Камю же, делая в своем «Бунтующем человеке» вывод о том, что каждый имеет право на собственную жизнь, поскольку он есть единичное проявление этой жизни, совершал неправомерный скачок из «космической» сферы в область морально-правовую, не подумав об опосредствующем звене. Принцип «Не убий!», обретенный им на путях нравственных раздумий, подводящих моральные итоги второй мировой войны, Камю пытается соединить с принципом жизни, имеющим здесь ницшеанские истоки и взятым именно в ницшеанском понимании. Вот и получился комический силлогизм: жизнь абсурдна (и в каждом данном случае хочет лишь увеличения своей мощи), а потому... люди, эти живые существа, не должны убивать друг друга.

Тут и началась знаменитая «бухгалтерия «Камю», которая, ни в коей мере не подвергая сомнению сам принцип «Не убий!», убедительнейшим образом свидетельствовала о том, что основополагающий постулат философии жизни никак не годится для его метафизического оправдания, апеллирующего к человеческому разуму. В «Мифе о Сизифе» право на убийство «другого» если и не выводится из права «я» на самоубийство, то, так сказать, «коррелируется» с ним. Во всяком случае, право «я» на самоубийство предстает как нечто первичное, а право на убийство «другого» как что-то производное, акцидентальное. Это не случайно. Ведь, как пишет автор «Мифа о Сизифе»: «Есть лишь одна поистине важная философская проблема — проблема самоубийства» [14], следовательно, все другие производны от нее. В жизни, если верить этому философскому эссе, столько бессмысленного страдания, что становится непонятно, почему человек все-таки живет, а не кончает с собой. И если он тем не менее живет, то только, как говорится, «из самолюбия» — из гордости, чтобы бросить вызов судьбе, обрекшей человека на бессмысленные несчастья и невзгоды. И если при этом он невзначай убьет кого-либо «другого», так ведь и самому ему жизнь не доставляет особой радости. Она не стоит и ломаного гроша, чтобы имело смысл поднимать шум из-за чьей-то приконченной жизни.

249

В «Бунтующем человеке» дело на первый взгляд обстоит иначе. Перед лицом чудовищной девальвации жизни каждого отдельного человека, происшедшей в период второй мировой войны в результате нацистских массовых убийств, Камю видит свою нравственную обязанность в том, чтобы «играть на повышение» ценности и значимости жизни индивида. И эта значимость предстает как единственная ценность, которую раскаявшийся ницшеанец способен еще противопоставить своему учителю как некоторый абсолют, опираясь на который он стремится утолить свою тоску по нравственным ориентирам, свое убеждение в непреложности различения добра и зла, вынесенное из-под пепла сгоревшего чувства «смыслоутраты».

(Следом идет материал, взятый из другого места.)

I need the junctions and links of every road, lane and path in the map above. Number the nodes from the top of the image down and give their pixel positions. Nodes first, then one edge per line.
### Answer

Отныне жизнь «другого» приобретает в глазах «экзистенциального «я» такую степень значимости и непреложности, что право отнять ее последнее получает лишь в обмен на самоубийство. Но коль скоро при этом не изменилась исходная предпосылка философии жизни — специфически биологическое толкование жизни, новая концепция унаследовала и нравственный изъян, специфичный для этой философии, поразивший теоретической немощью и саму эту концепцию вопреки силе отстаиваемого ею нового принципа — заповеди «Не убий!».

Онтология экзистенциалистской «смыслоутраты»

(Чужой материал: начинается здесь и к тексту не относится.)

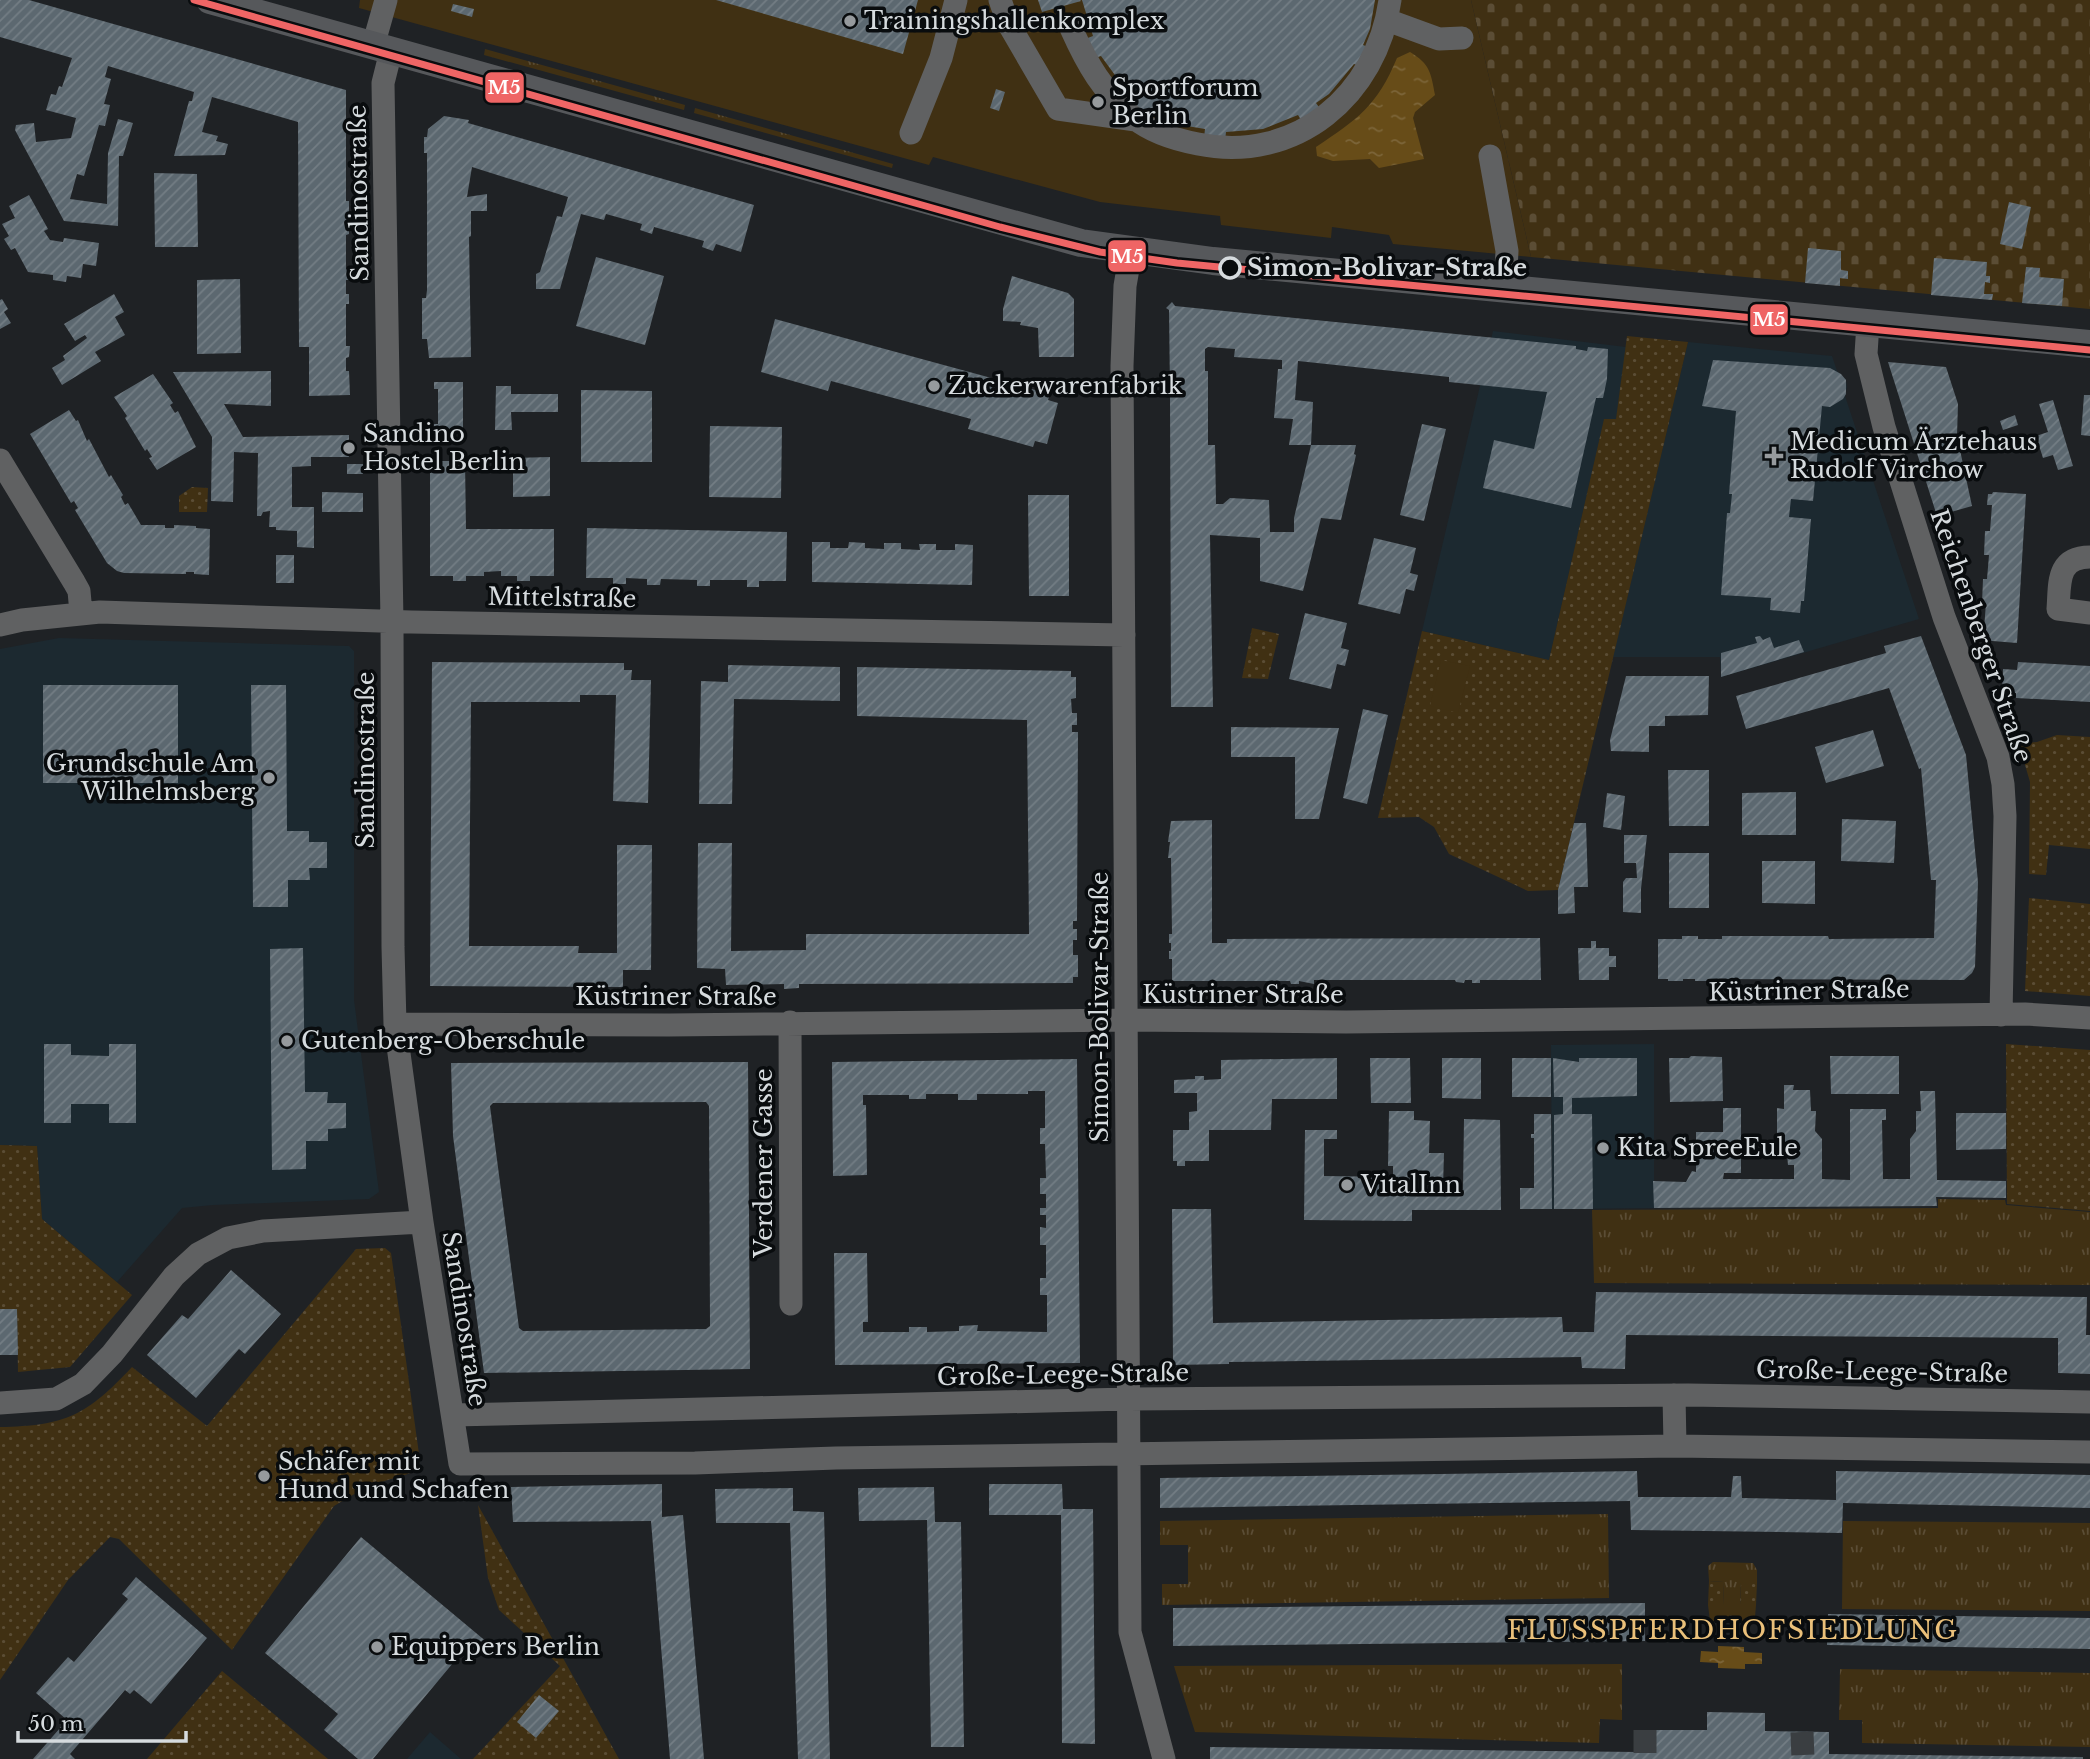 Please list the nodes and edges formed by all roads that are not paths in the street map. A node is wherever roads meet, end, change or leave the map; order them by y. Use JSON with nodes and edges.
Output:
{"nodes":[{"id":1,"x":210,"y":0,"type":"edge"},
{"id":2,"x":386,"y":0,"type":"edge"},
{"id":3,"x":956,"y":0,"type":"edge"},
{"id":4,"x":1000,"y":0,"type":"edge"},
{"id":5,"x":1389,"y":10,"type":"edge"},
{"id":6,"x":1071,"y":28,"type":"dead end"},
{"id":7,"x":1462,"y":38,"type":"dead end"},
{"id":8,"x":382,"y":49,"type":"junction"},
{"id":9,"x":1136,"y":120,"type":"junction"},
{"id":10,"x":911,"y":133,"type":"dead end"},
{"id":11,"x":1490,"y":156,"type":"dead end"},
{"id":12,"x":1131,"y":251,"type":"junction"},
{"id":13,"x":1505,"y":288,"type":"junction"},
{"id":14,"x":1868,"y":323,"type":"junction"},
{"id":15,"x":2090,"y":344,"type":"edge"},
{"id":16,"x":0,"y":460,"type":"edge"},
{"id":17,"x":2090,"y":557,"type":"edge"},
{"id":18,"x":2090,"y":612,"type":"edge"},
{"id":19,"x":81,"y":614,"type":"junction"},
{"id":20,"x":392,"y":622,"type":"junction"},
{"id":21,"x":0,"y":625,"type":"edge"},
{"id":22,"x":1124,"y":635,"type":"junction"},
{"id":23,"x":2001,"y":1015,"type":"junction"},
{"id":24,"x":2090,"y":1018,"type":"edge"},
{"id":25,"x":1126,"y":1020,"type":"junction"},
{"id":26,"x":790,"y":1023,"type":"junction"},
{"id":27,"x":395,"y":1024,"type":"junction"},
{"id":28,"x":422,"y":1222,"type":"junction"},
{"id":29,"x":791,"y":1304,"type":"dead end"},
{"id":30,"x":1674,"y":1395,"type":"junction"},
{"id":31,"x":1128,"y":1399,"type":"junction"},
{"id":32,"x":2090,"y":1402,"type":"edge"},
{"id":33,"x":0,"y":1403,"type":"edge"},
{"id":34,"x":453,"y":1415,"type":"junction"},
{"id":35,"x":1675,"y":1446,"type":"junction"},
{"id":36,"x":2090,"y":1452,"type":"edge"},
{"id":37,"x":1128,"y":1454,"type":"junction"},
{"id":38,"x":1164,"y":1759,"type":"edge"}],
"edges":[{"from":1,"to":8,"type":"main road"},
{"from":2,"to":8,"type":"street","name":"Sandinostraße"},
{"from":3,"to":10,"type":"street"},
{"from":4,"to":9,"type":"street"},
{"from":5,"to":7,"type":"street"},
{"from":5,"to":9,"type":"street"},
{"from":6,"to":9,"type":"street"},
{"from":8,"to":12,"type":"main road"},
{"from":8,"to":20,"type":"street","name":"Sandinostraße"},
{"from":11,"to":13,"type":"street"},
{"from":12,"to":13,"type":"main road"},
{"from":12,"to":22,"type":"street","name":"Simon-Bolivar-Straße"},
{"from":13,"to":14,"type":"main road"},
{"from":14,"to":15,"type":"main road"},
{"from":14,"to":23,"type":"street","name":"Reichenberger Straße"},
{"from":16,"to":19,"type":"street"},
{"from":17,"to":18,"type":"street"},
{"from":19,"to":20,"type":"street","name":"Mittelstraße"},
{"from":19,"to":21,"type":"street","name":"Mittelstraße"},
{"from":20,"to":22,"type":"street","name":"Mittelstraße"},
{"from":20,"to":27,"type":"street","name":"Sandinostraße"},
{"from":22,"to":25,"type":"street","name":"Simon-Bolivar-Straße"},
{"from":23,"to":24,"type":"street","name":"Küstriner Straße"},
{"from":23,"to":25,"type":"street","name":"Küstriner Straße"},
{"from":25,"to":26,"type":"street","name":"Küstriner Straße"},
{"from":25,"to":31,"type":"street","name":"Simon-Bolivar-Straße"},
{"from":26,"to":27,"type":"street","name":"Küstriner Straße"},
{"from":26,"to":29,"type":"street","name":"Verdener Gasse"},
{"from":27,"to":28,"type":"street","name":"Sandinostraße"},
{"from":28,"to":33,"type":"street"},
{"from":28,"to":34,"type":"street","name":"Sandinostraße"},
{"from":30,"to":31,"type":"street","name":"Große-Leege-Straße"},
{"from":30,"to":32,"type":"street","name":"Große-Leege-Straße"},
{"from":30,"to":35,"type":"street"},
{"from":31,"to":34,"type":"street","name":"Große-Leege-Straße"},
{"from":31,"to":37,"type":"street","name":"Simon-Bolivar-Straße"},
{"from":34,"to":37,"type":"street","name":"Sandinostraße"},
{"from":35,"to":36,"type":"street"},
{"from":35,"to":37,"type":"street"},
{"from":37,"to":38,"type":"street","name":"Simon-Bolivar-Straße"}]}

«Миф о Сизифе» и «Бунтующий человек» сохраняют одну общую негласную установку, имеющую отношение к области нравственного самочувствия «экзистенциального «я». Она и роднит оба этих произведения, несмотря на существенное различие устремлений их автора. Как в первом случае, так и во втором «экзистенциальное «я» умозаключает от «права» распоряжаться самим собою (вплоть до самоубийства) к своему «праву» распоряжаться жизнью «другого», опять-таки не замечая того, что эти два «права» не связаны друг с другом необходимой логической связью.

251

Эта логическая «неувязка» объяснима лишь психологически. «Экзистенциальное «я» настолько высоко ценит свое собственное существование, что возможность собственного посягательства на него — возможность самоубийства — делает для него вполне оправданным своевольное посягательство на жизнь «другого» вне зависимости от того, как посмотрит на такое посягательство сам этот «другой». Вопрос о суверенности «другого» в решении о том, стоит ли ему лишаться жизни или нет, не встает не только в «Мифе о Сизифе», но и в «Бунтующем человеке».